What do they have in common?
Alan Alda is most known for his acting, especially on the long-running TV show M*A*S*H; he’s also an author, speaker, and teacher.
The FBI’s Chris Voss was their lead international kidnapping negotiator; he’s now a negotiation consultant, teacher, and speaker.
Seth Godin is a marketer, speaker, teacher, and author of, among many others, The Purple Cow.
The ACLU’s Executive Director Anthony Romero is a lawyer and a TED speaker.
You wouldn’t expect to find them brought together under a common umbrella, would you?
And no, that umbrella isn’t “speaker.”
It’s empathy.
Alda is the founder of the Alda-Kavli Center for Communicating Science at Stony Brook. His recent book, If I Understood You, Would I Have This Look On My Face?, is an engrossing walk through the ways empathy helps scientists and medical professionals communicate with the rest of us – and how he and his colleagues at the Center teach empathy.
Voss, who retired in 2008 after 24 years with the FBI and formed his negotiation consultancy The Black Swan Group, talks about what he calls “tactical empathy” in his recent book Never Split the Difference: negotiating as if your life depended on it.
Godin, who writes a well-known blog as well as his many books, names empathy as an absolute requirement for effective, permission-based marketing.
Romero, recently referred to in a Fast Company article as “the ACLU’s power broker,” knows how important it is to “lead with empathy” when gauging the public’s mood and crafting a message.
It seems that those who have considered empathy to be a “soft” skill more suited to personal relationships than professional, and certainly not having a place in crisis situations and tough negotiations – are wrong.
Meanwhile, many people feel that practicing empathy is, in Alda’s words, “exhausting” and “harder to achieve than we realize.”

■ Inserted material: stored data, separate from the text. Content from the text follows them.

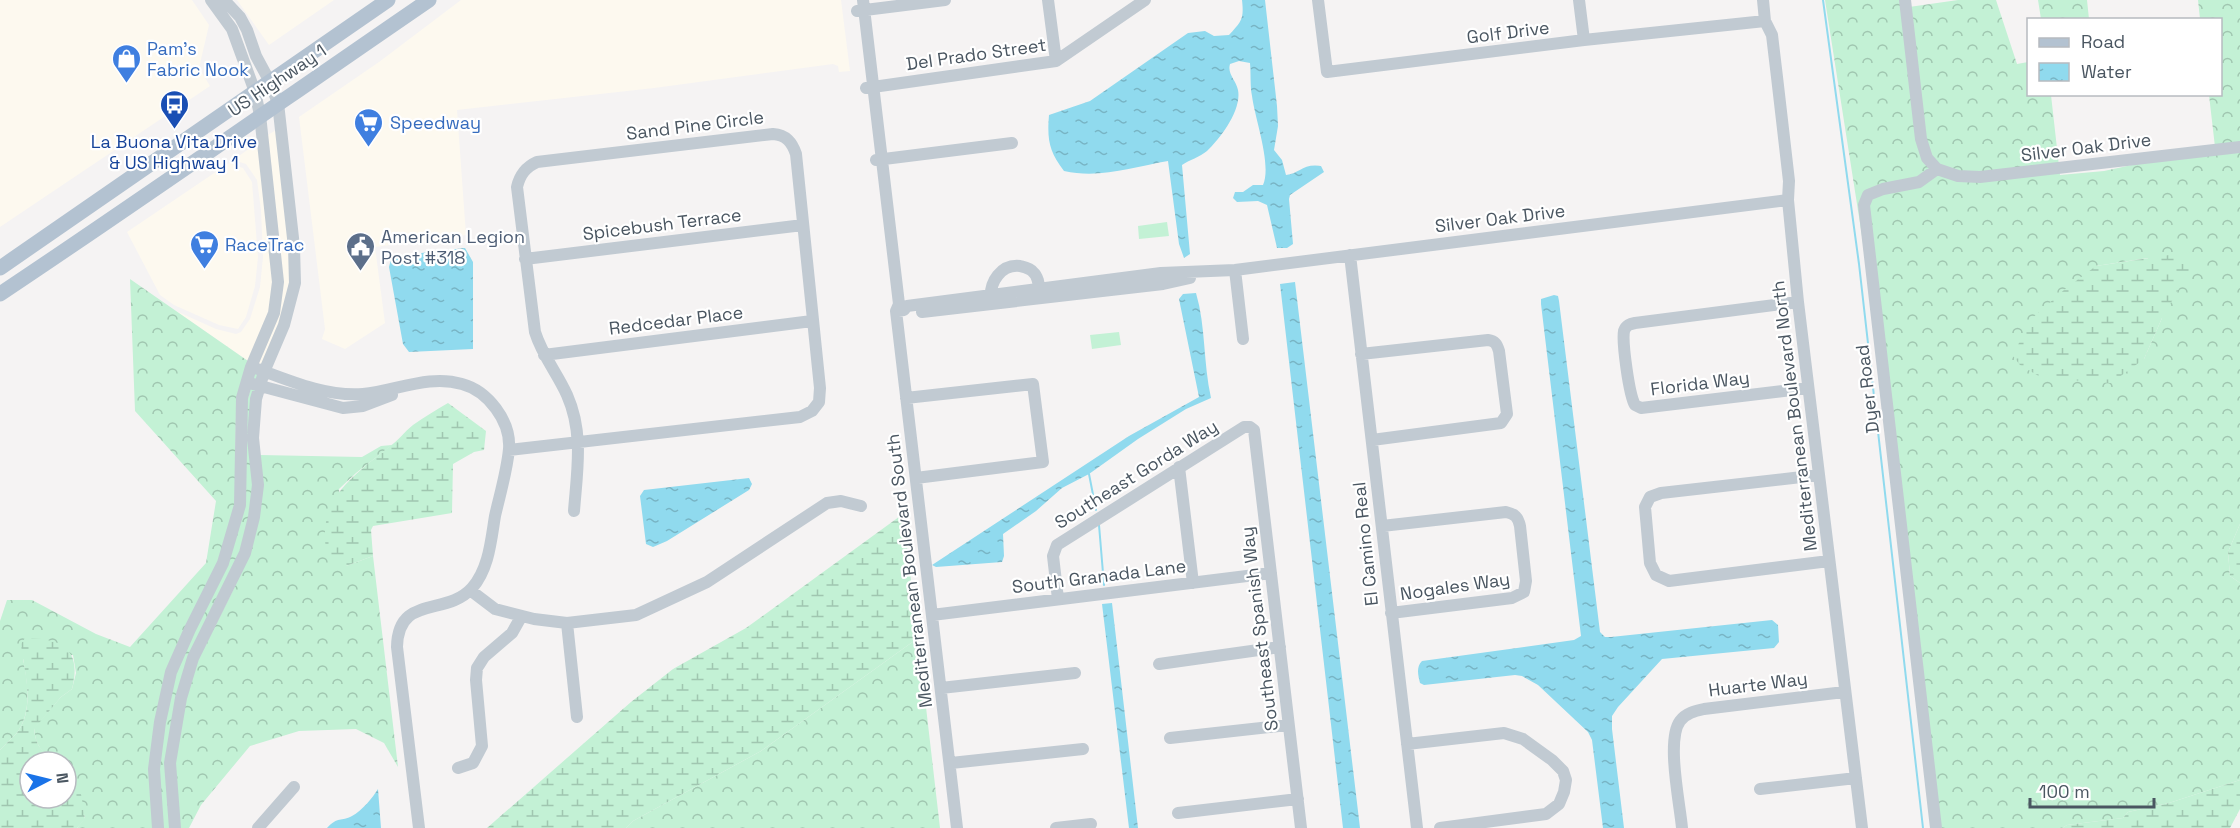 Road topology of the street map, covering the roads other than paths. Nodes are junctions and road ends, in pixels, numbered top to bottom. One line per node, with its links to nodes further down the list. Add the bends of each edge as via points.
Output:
1 (211, 0): 18 (street, via 232,29)
2 (224, 0): 16 (street, via 240,17)
3 (388, 0): 16 (main road, US Highway 1)
4 (429, 0): 19 (main road, US Highway 1)
5 (945, 0): 12 (street)
6 (1048, 0): 15 (street)
7 (1145, 0): 15 (street, Del Prado Street)
8 (1317, 0): 14 (street, Golf Drive, via 1327,72)
9 (1579, 0): 14 (street)
10 (1763, 0): 13 (street, Mediterranean Boulevard North)
11 (1905, 0): 24 (street, via 1921,139 1926,158)
12 (859, 6): 17 (street, Mediterranean Boulevard South)
13 (1766, 21): 14 (street, Golf Drive); 25 (street, Mediterranean Boulevard North, via 1772,35)
14 (1584, 40)
15 (1056, 61): 17 (street, Del Prado Street)
16 (270, 82): 18 (main road, US Highway 1); 19 (street)
17 (869, 87): 23 (street, Mediterranean Boulevard South)
18 (255, 92): 20 (street); 29 (main road, US Highway 1)
19 (278, 103): 20 (main road, US Highway 1); 41 (street, via 295,283 284,325)
20 (260, 115): 32 (main road, US Highway 1); 40 (street, via 278,282 274,313)
21 (1012, 143): 23 (street)
22 (2240, 147): 24 (street, Silver Oak Drive, via 1980,177 1958,176)
23 (878, 160): 35 (street, Mediterranean Boulevard South)
24 (1937, 169): 95 (street, Dyer Road, via 1919,182 1868,195 1864,205)
25 (1788, 200): 27 (street, Silver Oak Drive); 34 (street, Mediterranean Boulevard North)
26 (803, 225): 28 (street, Spicebush Terrace); 28 (street, Sand Pine Circle, via 796,154 782,135 549,161 530,165 517,187); 36 (street, Sand Pine Circle)
27 (1350, 255): 30 (street, Silver Oak Drive); 39 (street, El Camino Real)
28 (525, 259): 38 (street, Sand Pine Circle, via 535,332)
29 (0, 268)
30 (1235, 270): 31 (street, Silver Oak Drive, via 1163,284); 37 (street)
31 (1040, 293): 33 (street, Silver Oak Drive); 33 (street, via 1033,271 1008,267 998,273)
32 (0, 294)
33 (991, 300): 35 (street, Silver Oak Drive, via 908,314)
34 (1798, 302): 45 (street, Mediterranean Boulevard North); 45 (street, Florida Way, via 1628,325 1625,346 1630,394 1641,408)
35 (900, 310): 46 (street, Mediterranean Boulevard South)
36 (812, 321): 38 (street, Redcedar Place); 49 (street, Sand Pine Circle, via 820,388 819,402 812,411 800,417)
37 (1243, 339)
38 (544, 354): 49 (street, Sand Pine Circle, via 570,403)
39 (1361, 354): 48 (street, El Camino Real); 48 (street, via 1492,341 1497,345 1507,414 1501,423)
40 (251, 367): 41 (street); 42 (street)
41 (264, 372): 43 (street, via 341,394); 44 (street)
42 (247, 382): 44 (street); 84 (street, via 240,410 240,506 223,563 171,672 159,722 154,769)
43 (420, 383): 44 (street, via 363,406 343,408); 50 (street, via 452,381 480,393 501,418)
44 (260, 386): 85 (street, via 254,438 258,485 249,535 240,563 193,658 176,718 170,763)
45 (1808, 388): 52 (street, Mediterranean Boulevard North)
46 (906, 398): 53 (street, Mediterranean Boulevard South); 53 (street, via 1033,384 1043,462)
47 (1252, 423): 51 (street, Southeast Gorda Way); 58 (street, Southeast Spanish Way)
48 (1372, 440): 56 (street, El Camino Real)
49 (579, 443): 50 (street, Sand Pine Circle); 55 (street)
50 (509, 450): 60 (street, via 487,558)
51 (1179, 467): 59 (street); 61 (street, Southeast Gorda Way, via 1057,545 1053,556)
52 (1819, 475): 57 (street, Mediterranean Boulevard North); 57 (street, via 1650,497 1644,507 1650,562 1656,575 1670,581)
53 (916, 478): 63 (street, Mediterranean Boulevard South)
54 (861, 506): 65 (street, via 841,501 827,503 707,582 636,615)
55 (574, 511)
56 (1382, 526): 62 (street, El Camino Real); 62 (street, Nogales Way, via 1513,513 1520,526 1526,581 1524,592 1512,598)
57 (1829, 561): 70 (street, Mediterranean Boulevard North)
58 (1271, 573): 59 (street, South Granada Lane); 66 (street, Southeast Spanish Way)
59 (1193, 582): 61 (street, South Granada Lane)
60 (470, 590): 64 (street, via 495,609); 87 (street, via 448,603 418,610 407,617 399,631 397,647)
61 (1058, 598): 63 (street, South Granada Lane)
62 (1391, 613): 74 (street, El Camino Real)
63 (932, 615): 69 (street, Mediterranean Boulevard South)
64 (521, 617): 65 (street); 77 (street, via 512,633 477,668 482,746 473,763)
65 (567, 623): 71 (street)
66 (1280, 647): 67 (street); 72 (street, Southeast Spanish Way)
67 (1159, 664)
68 (1074, 673): 69 (street)
69 (941, 688): 76 (street, Mediterranean Boulevard South)
70 (1844, 692): 78 (street, Mediterranean Boulevard North); 93 (street, Huarte Way, via 1704,709 1684,716 1672,744)
71 (577, 717)
72 (1288, 725): 73 (street); 81 (street, Southeast Spanish Way)
73 (1170, 738)
74 (1407, 744): 91 (street, El Camino Real); 92 (street, via 1504,733 1523,739 1563,771 1564,792 1559,804 1546,814)
75 (1083, 748): 76 (street)
76 (951, 763): 88 (street, Mediterranean Boulevard South)
77 (458, 768)
78 (1856, 778): 80 (street); 94 (street, Mediterranean Boulevard North)
79 (294, 788): 86 (street)
80 (1760, 789)
81 (1298, 799): 82 (street); 90 (street, Southeast Spanish Way)
82 (1178, 813)
83 (1091, 824): 89 (street)
84 (158, 828)
85 (175, 828)
86 (258, 828)
87 (419, 828)
88 (957, 828)
89 (1056, 828)
90 (1301, 828)
91 (1418, 828)
92 (1440, 828)
93 (1682, 828)
94 (1862, 828)
95 (1936, 828) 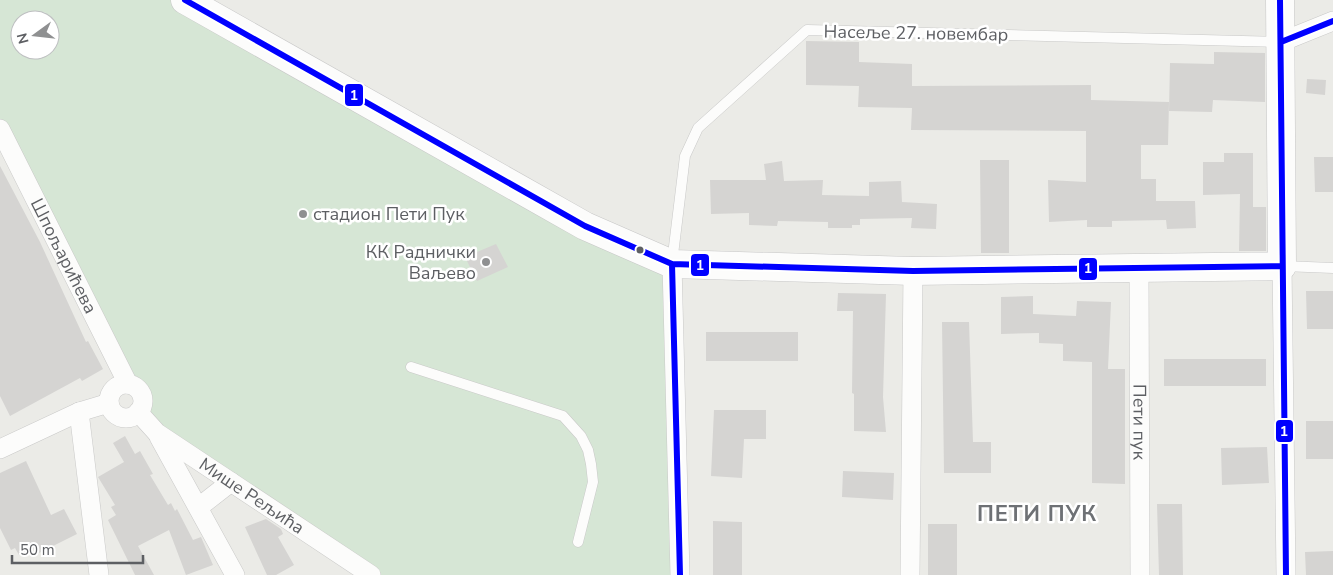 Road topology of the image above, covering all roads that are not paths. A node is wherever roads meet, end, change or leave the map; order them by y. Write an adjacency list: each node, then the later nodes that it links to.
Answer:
1 (185, 0): 6 (street)
2 (1280, 0): 4 (street)
3 (1333, 21): 4 (street)
4 (1281, 42): 6 (lane, Насеље 27. новембар); 7 (street)
5 (0, 129): 12 (street, Шпољарићева)
6 (672, 264): 10 (street); 24 (street)
7 (1282, 266): 8 (street); 9 (lane); 27 (street)
8 (1139, 268): 10 (street); 26 (street, Пети пук)
9 (1333, 268)
10 (913, 271): 25 (street)
11 (412, 367): 20 (lane)
12 (128, 384): 13 (street); 15 (street)
13 (109, 403): 14 (street); 15 (street)
14 (79, 412): 17 (street); 21 (street)
15 (138, 412): 16 (street, Мише Рељића)
16 (157, 433): 18 (street, Мише Рељића); 19 (street)
17 (0, 449)
18 (231, 482): 19 (street); 23 (street, Мише Рељића)
19 (199, 507): 22 (street)
20 (578, 542)
21 (99, 575)
22 (235, 575)
23 (371, 575)
24 (680, 575)
25 (910, 575)
26 (1140, 575)
27 (1286, 575)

And many also fear that empathy will either overwhelm them with other people’s emotions or cause them to abandon their own desires and opinions in favor of the other person
But it doesn’t have to be that way.
Remember, Voss refers to “tactical empathy,” a transformative tool in difficult negotiations and conflict situations.
Empathy can be learned.
And it’s a skill well worth learning.